Kernel methods for predicting protein-protein interactions
Asa Ben-Hur and William Stafford Noble
Bioinformatics (Proceedings of the Intelligent Systems for Molecular Biology Conference). 21(Suppl 1):i38-i46, 2005.
Despite advances in high throughput methods for discovering protein-protein interactions, the interaction networks of even well-studied model organisms are sketchy at best, highlighting the continued need for computational methods to help direct experimentalists in the search for novel interactions. We present a kernel method for predicting protein-protein interactions using a combination of data sources, including protein sequences, Gene Ontology annotations, local properties of the network, and homologous interactions in other species. Whereas protein kernels proposed in the literature provide a similarity between single proteins, prediction of interactions requires a kernel between pairs of proteins.
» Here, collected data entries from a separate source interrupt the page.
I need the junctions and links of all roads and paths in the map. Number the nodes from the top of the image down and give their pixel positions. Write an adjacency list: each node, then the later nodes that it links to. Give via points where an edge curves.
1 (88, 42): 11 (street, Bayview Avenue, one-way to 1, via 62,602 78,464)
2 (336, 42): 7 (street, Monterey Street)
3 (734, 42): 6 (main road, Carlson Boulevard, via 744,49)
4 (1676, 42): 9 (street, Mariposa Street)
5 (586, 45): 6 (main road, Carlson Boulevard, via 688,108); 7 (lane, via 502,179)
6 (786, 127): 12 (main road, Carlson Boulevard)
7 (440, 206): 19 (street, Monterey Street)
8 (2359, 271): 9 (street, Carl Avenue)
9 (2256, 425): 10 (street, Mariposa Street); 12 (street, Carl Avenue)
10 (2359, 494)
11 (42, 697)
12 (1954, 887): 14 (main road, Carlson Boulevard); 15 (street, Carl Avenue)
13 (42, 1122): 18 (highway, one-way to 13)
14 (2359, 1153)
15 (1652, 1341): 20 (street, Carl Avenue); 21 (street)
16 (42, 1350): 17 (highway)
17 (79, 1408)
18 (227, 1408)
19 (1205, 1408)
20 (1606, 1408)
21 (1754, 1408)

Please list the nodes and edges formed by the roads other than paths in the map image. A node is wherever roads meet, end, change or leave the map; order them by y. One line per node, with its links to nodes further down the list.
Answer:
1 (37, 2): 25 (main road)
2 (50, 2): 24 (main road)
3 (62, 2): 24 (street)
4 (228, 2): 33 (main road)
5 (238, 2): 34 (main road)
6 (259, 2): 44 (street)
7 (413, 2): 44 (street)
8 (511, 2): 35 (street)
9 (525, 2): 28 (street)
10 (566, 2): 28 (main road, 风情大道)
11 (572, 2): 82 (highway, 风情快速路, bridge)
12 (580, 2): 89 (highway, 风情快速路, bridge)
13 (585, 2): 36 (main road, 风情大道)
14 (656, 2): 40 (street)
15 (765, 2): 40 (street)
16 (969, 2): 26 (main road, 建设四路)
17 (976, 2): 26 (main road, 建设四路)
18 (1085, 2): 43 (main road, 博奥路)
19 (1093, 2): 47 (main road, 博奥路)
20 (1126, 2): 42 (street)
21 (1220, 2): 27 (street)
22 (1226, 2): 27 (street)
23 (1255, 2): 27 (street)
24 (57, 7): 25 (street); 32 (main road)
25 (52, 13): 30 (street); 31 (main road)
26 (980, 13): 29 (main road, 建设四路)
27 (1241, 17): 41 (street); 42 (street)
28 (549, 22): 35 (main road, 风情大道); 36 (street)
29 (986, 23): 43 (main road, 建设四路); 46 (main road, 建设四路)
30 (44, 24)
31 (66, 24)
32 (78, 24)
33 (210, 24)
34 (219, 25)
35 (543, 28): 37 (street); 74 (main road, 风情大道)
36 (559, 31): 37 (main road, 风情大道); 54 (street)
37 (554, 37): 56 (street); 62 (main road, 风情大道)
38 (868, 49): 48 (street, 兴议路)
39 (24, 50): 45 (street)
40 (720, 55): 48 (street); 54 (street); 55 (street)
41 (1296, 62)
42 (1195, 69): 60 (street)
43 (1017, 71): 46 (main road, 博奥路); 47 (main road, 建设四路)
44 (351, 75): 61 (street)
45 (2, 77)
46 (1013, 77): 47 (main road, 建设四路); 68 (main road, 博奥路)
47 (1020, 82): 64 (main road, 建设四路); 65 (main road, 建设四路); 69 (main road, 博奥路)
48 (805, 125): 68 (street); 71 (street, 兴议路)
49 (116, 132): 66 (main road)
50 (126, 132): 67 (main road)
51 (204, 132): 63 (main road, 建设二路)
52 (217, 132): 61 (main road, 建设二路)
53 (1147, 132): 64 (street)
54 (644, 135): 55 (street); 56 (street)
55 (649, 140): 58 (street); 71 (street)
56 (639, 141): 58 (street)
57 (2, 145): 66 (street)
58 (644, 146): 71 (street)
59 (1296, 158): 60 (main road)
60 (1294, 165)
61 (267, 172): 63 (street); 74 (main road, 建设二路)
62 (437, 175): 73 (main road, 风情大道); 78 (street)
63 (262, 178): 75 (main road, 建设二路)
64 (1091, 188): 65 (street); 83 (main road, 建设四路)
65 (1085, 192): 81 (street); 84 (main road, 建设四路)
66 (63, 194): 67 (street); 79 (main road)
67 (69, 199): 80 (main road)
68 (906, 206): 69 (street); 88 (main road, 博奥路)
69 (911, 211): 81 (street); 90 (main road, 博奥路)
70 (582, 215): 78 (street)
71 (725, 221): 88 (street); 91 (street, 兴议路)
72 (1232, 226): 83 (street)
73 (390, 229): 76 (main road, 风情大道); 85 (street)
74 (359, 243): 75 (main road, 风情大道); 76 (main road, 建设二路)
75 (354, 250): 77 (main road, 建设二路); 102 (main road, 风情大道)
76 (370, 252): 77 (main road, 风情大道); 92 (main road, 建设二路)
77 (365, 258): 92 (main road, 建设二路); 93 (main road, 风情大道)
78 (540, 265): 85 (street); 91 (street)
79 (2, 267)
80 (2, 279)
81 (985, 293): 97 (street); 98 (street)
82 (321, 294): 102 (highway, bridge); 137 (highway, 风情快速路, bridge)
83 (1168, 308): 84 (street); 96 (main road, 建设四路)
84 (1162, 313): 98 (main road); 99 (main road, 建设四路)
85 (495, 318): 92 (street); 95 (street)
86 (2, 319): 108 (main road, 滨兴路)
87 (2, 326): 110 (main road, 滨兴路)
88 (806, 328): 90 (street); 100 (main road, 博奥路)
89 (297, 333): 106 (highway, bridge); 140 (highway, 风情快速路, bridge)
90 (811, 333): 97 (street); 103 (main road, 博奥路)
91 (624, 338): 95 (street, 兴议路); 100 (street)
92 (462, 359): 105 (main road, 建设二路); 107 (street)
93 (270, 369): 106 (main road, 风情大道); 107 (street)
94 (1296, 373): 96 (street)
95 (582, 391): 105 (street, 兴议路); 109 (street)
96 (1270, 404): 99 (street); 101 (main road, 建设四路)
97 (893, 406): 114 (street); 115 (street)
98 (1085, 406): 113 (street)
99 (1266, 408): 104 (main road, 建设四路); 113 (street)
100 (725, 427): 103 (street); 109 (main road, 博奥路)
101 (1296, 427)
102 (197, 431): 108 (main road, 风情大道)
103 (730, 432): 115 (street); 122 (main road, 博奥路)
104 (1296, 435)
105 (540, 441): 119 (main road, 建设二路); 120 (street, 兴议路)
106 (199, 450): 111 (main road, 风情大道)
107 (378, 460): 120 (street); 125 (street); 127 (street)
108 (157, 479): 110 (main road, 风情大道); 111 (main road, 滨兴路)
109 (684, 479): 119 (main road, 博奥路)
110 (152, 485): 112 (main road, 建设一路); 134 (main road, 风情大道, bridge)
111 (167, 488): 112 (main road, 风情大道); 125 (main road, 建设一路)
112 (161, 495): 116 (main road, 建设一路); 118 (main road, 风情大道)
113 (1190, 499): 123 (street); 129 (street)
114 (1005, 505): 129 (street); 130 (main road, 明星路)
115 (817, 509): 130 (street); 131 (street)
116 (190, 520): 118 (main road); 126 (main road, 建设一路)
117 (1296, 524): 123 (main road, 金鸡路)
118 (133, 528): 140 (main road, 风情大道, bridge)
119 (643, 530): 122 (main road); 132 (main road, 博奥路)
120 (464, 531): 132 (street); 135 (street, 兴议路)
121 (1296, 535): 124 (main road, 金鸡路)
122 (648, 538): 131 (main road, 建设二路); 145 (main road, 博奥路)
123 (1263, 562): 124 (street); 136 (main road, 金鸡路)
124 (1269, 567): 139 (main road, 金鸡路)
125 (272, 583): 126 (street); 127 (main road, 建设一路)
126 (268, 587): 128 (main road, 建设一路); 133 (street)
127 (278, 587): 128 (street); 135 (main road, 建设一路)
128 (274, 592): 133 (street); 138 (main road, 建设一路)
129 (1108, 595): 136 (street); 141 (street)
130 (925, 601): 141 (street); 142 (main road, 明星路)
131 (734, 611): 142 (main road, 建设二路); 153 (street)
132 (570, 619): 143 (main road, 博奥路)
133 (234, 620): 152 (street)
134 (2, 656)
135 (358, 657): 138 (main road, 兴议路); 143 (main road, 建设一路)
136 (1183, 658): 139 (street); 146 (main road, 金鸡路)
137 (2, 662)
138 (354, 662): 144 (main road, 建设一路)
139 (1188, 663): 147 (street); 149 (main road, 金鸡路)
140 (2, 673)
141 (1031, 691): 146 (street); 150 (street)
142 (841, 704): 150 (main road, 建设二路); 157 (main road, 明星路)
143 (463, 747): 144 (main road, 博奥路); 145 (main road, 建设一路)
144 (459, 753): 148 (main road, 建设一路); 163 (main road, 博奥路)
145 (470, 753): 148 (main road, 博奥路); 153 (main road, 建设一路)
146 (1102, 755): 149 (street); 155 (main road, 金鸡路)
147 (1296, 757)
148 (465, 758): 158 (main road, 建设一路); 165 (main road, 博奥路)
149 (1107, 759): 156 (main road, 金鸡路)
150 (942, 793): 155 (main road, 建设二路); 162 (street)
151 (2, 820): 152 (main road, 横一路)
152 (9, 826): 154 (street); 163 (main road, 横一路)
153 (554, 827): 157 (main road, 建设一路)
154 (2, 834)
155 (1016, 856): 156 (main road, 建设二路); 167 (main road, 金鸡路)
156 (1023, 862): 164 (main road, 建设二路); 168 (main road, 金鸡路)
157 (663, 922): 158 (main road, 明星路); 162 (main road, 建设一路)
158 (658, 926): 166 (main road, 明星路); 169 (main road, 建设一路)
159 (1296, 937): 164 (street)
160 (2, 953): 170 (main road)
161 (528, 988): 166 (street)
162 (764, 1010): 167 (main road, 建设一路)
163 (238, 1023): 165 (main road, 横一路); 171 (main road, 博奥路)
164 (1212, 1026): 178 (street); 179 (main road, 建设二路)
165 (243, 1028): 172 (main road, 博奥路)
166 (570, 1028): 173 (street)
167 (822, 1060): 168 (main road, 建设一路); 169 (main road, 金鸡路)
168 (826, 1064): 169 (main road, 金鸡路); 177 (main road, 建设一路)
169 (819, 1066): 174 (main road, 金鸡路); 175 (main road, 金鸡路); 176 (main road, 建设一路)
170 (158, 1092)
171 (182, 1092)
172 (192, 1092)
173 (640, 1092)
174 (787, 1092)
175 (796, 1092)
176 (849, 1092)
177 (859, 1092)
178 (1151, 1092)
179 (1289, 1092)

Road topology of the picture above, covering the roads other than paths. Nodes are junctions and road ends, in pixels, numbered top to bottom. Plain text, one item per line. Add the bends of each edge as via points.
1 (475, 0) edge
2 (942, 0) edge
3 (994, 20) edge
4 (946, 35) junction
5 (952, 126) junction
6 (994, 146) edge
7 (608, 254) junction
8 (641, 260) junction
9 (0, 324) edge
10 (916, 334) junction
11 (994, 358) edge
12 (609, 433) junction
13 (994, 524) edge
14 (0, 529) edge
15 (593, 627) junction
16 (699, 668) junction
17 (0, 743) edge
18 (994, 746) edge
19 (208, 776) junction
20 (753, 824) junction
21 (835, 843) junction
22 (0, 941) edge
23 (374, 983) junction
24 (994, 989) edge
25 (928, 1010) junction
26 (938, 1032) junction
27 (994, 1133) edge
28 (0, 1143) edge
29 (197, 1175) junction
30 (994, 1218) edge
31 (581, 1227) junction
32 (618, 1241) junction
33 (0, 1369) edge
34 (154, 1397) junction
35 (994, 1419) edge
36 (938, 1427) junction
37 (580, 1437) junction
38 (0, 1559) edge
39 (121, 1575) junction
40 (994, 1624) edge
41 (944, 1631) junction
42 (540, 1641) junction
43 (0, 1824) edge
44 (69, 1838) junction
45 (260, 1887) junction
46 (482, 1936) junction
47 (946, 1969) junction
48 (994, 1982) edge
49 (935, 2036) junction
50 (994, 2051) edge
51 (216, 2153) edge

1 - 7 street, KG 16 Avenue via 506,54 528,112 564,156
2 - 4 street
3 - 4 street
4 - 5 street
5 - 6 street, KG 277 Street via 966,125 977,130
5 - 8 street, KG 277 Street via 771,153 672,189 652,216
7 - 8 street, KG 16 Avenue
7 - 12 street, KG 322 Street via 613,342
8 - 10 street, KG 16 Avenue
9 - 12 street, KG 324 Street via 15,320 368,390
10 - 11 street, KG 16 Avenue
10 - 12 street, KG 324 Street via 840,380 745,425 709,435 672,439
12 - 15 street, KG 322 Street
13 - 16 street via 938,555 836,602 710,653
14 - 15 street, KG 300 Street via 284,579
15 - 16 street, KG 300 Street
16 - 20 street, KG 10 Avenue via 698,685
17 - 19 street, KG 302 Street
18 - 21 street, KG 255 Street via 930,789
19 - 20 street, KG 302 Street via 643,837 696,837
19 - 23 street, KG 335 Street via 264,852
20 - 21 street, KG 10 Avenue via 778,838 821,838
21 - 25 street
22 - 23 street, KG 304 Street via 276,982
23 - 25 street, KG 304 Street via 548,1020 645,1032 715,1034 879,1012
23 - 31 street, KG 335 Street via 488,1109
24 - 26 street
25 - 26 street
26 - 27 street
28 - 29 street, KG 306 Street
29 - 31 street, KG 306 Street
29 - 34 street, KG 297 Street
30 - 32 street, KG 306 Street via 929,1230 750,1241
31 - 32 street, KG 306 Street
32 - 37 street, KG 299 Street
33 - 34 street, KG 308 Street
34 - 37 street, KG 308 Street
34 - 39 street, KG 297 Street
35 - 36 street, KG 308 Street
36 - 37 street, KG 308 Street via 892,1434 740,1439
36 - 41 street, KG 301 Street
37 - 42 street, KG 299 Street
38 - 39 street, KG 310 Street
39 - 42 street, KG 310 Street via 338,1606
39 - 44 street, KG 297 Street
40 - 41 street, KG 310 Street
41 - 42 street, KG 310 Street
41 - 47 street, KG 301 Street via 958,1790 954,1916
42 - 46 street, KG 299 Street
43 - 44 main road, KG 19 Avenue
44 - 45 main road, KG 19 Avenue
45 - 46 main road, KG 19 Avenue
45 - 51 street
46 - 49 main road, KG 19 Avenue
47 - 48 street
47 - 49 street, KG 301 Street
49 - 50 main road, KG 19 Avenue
We propose a pairwise kernel that converts a kernel between single proteins into a kernel between pairs of proteins, and we illustrate the kernel's effectiveness in conjunction with a support vector machine classifier. Furthermore, we obtain improved performance by combining several sequence-based kernels based on k-mer frequency, motif and domain content and by further augmenting the pairwise sequence kernel with features that are based on other sources of data.
We apply our method to predict physical interactions in yeast using data from the BIND database. At a false positive rate of 1% the classifier retrieves close to 80% of a set of trusted interactions. We thus demonstrate the ability of our method to make accurate predictions despite the sizeable fraction of false positives that are known to exist in interaction databases.